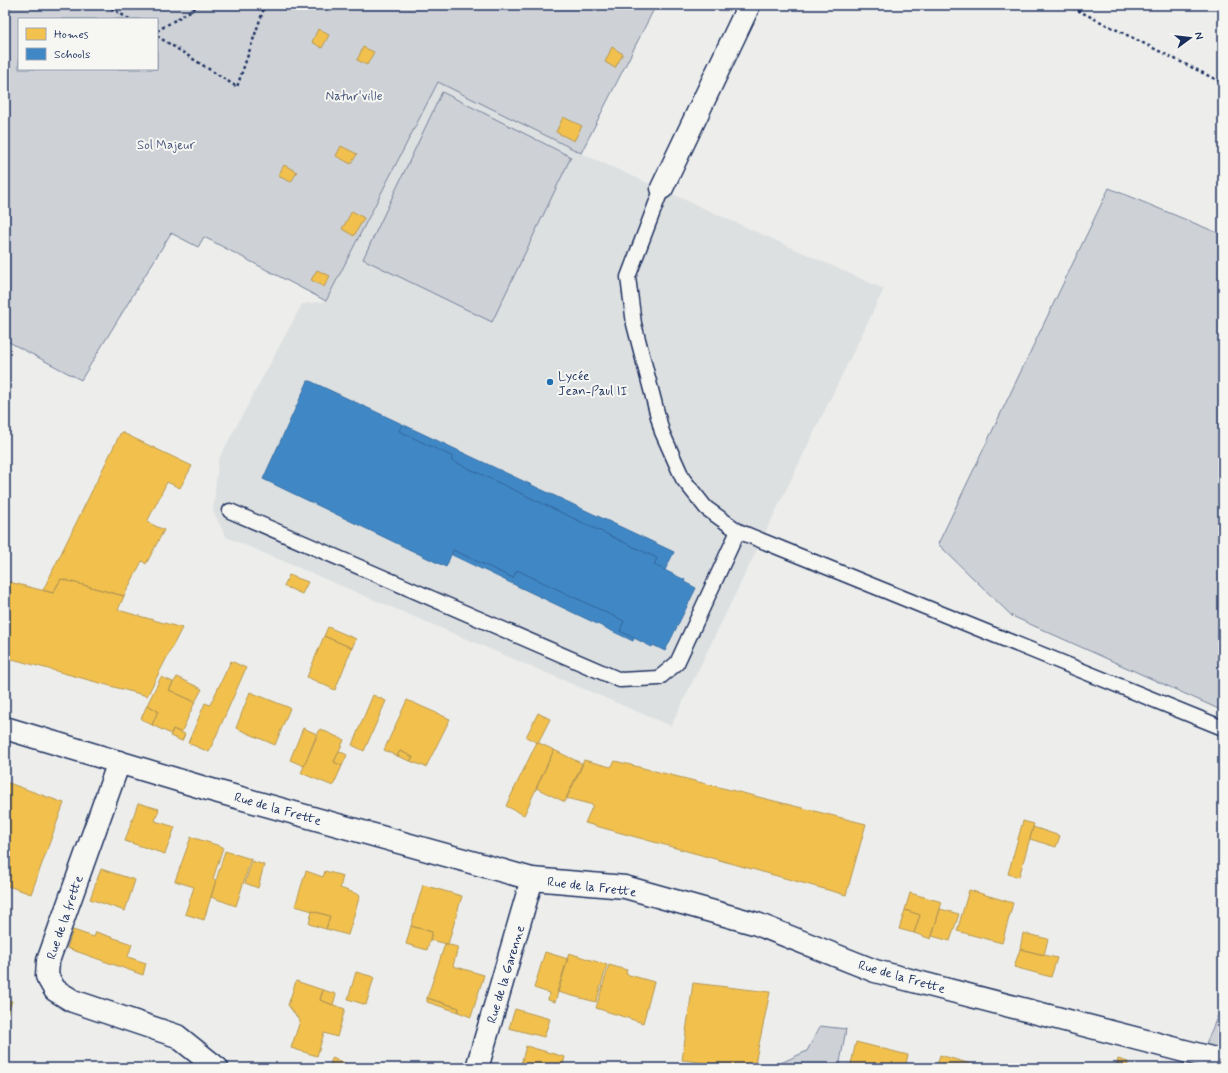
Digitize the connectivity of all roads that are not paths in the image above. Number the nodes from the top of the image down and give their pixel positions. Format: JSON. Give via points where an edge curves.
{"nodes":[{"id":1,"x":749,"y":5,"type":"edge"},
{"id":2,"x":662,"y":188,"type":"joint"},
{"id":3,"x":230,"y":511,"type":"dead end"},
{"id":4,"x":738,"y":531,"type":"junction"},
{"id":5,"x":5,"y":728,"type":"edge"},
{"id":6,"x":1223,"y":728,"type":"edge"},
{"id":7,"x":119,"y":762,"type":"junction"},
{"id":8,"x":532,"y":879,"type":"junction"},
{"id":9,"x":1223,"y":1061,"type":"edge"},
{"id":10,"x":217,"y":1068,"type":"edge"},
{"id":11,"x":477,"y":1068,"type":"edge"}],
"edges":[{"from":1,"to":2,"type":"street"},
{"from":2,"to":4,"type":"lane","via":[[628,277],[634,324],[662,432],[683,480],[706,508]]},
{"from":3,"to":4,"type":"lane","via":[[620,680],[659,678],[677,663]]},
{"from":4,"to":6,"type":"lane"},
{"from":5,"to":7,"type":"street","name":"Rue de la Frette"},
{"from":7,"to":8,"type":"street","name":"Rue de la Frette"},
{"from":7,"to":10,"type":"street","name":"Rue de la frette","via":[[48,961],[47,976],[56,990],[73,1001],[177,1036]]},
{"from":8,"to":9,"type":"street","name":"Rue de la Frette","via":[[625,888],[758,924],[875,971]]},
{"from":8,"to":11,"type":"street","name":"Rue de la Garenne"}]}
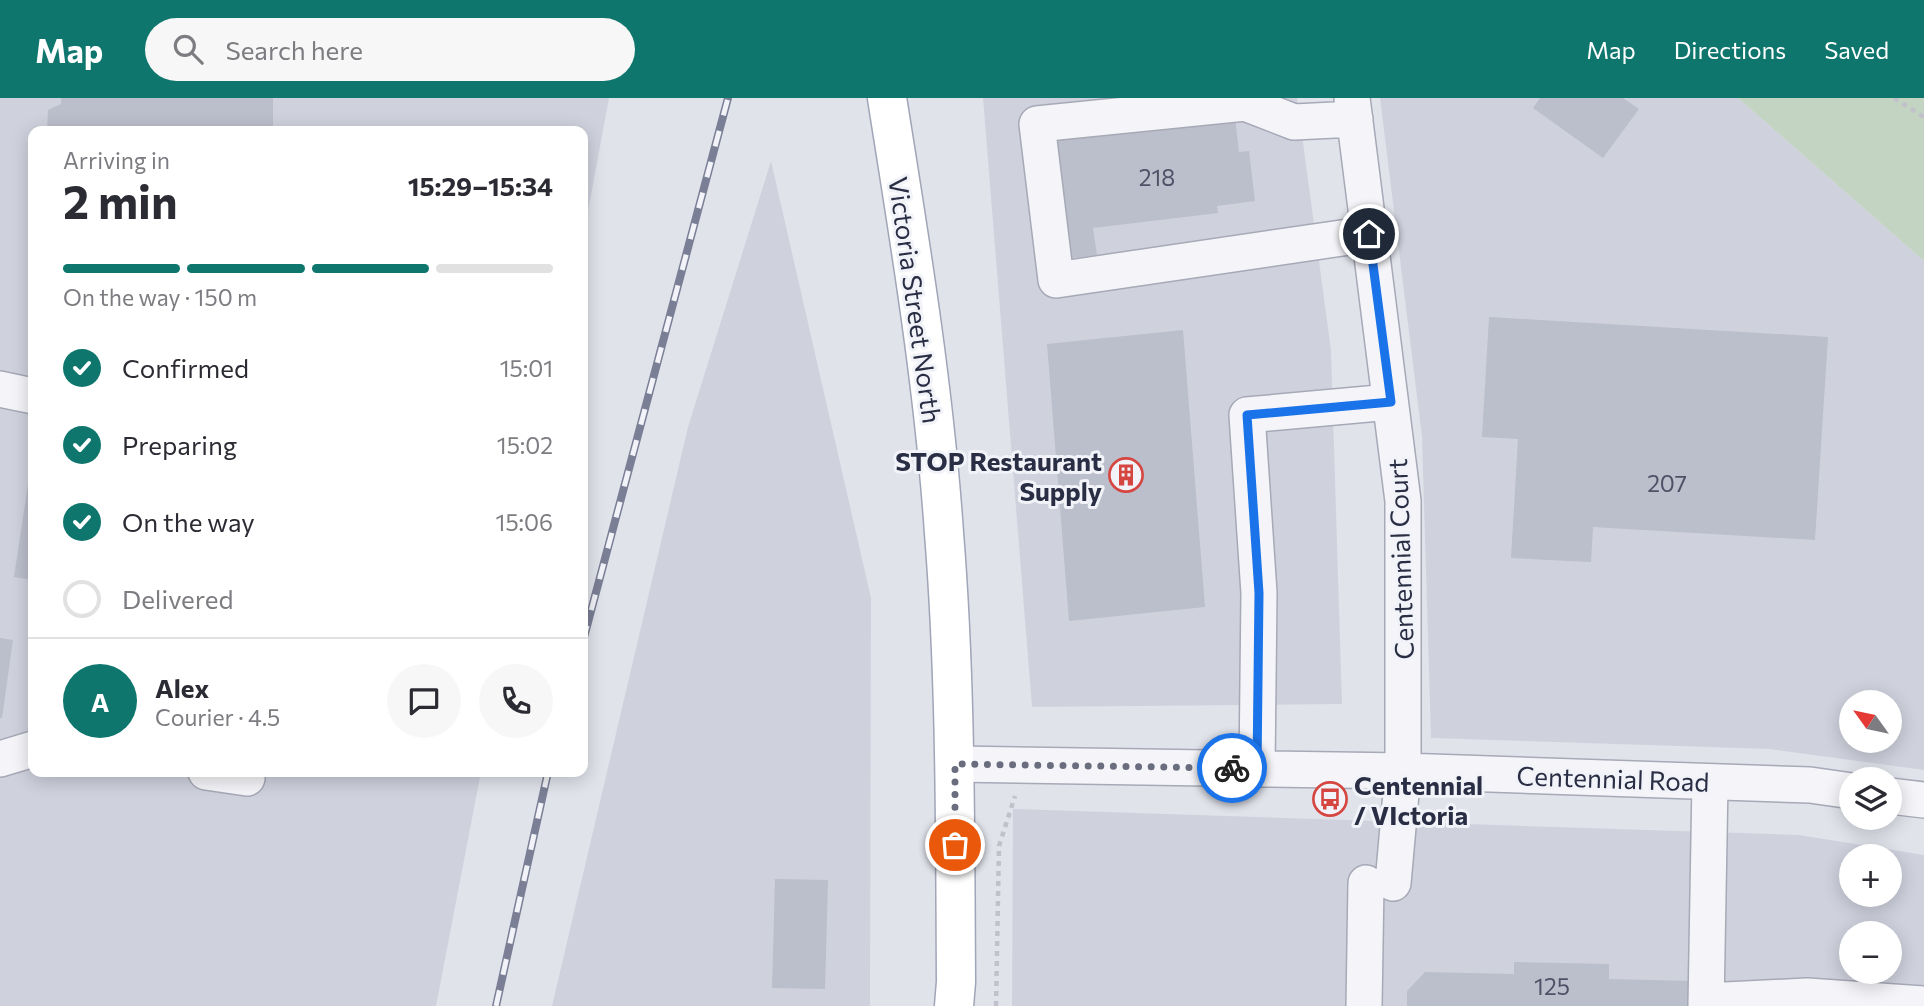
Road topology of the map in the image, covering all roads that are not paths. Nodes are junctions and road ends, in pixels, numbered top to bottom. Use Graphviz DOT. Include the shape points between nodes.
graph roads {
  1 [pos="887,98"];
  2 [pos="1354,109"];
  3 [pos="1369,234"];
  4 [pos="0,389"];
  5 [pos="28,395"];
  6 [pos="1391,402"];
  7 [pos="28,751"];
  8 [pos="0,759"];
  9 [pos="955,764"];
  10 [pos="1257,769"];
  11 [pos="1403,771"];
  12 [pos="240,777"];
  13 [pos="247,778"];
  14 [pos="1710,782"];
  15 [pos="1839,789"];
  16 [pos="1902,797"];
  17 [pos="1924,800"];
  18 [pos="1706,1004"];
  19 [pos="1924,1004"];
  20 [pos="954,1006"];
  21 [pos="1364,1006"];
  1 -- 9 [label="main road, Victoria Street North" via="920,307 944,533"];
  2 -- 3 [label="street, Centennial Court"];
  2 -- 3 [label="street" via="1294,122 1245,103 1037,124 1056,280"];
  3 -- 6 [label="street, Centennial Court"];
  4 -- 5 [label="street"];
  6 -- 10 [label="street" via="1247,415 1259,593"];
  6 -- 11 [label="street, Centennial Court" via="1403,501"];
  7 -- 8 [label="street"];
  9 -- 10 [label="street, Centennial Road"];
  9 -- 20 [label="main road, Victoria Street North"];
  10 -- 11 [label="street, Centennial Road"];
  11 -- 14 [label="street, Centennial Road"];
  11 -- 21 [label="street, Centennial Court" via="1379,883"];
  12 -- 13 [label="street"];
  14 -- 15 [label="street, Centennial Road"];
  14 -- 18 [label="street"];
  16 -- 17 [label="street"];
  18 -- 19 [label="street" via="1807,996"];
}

EXERCISE PROMPT
Check each line above for the word "main" and copy every line that has it.

TASK OUTPUT
  1 -- 9 [label="main road, Victoria Street North" via="920,307 944,533"];
  9 -- 20 [label="main road, Victoria Street North"];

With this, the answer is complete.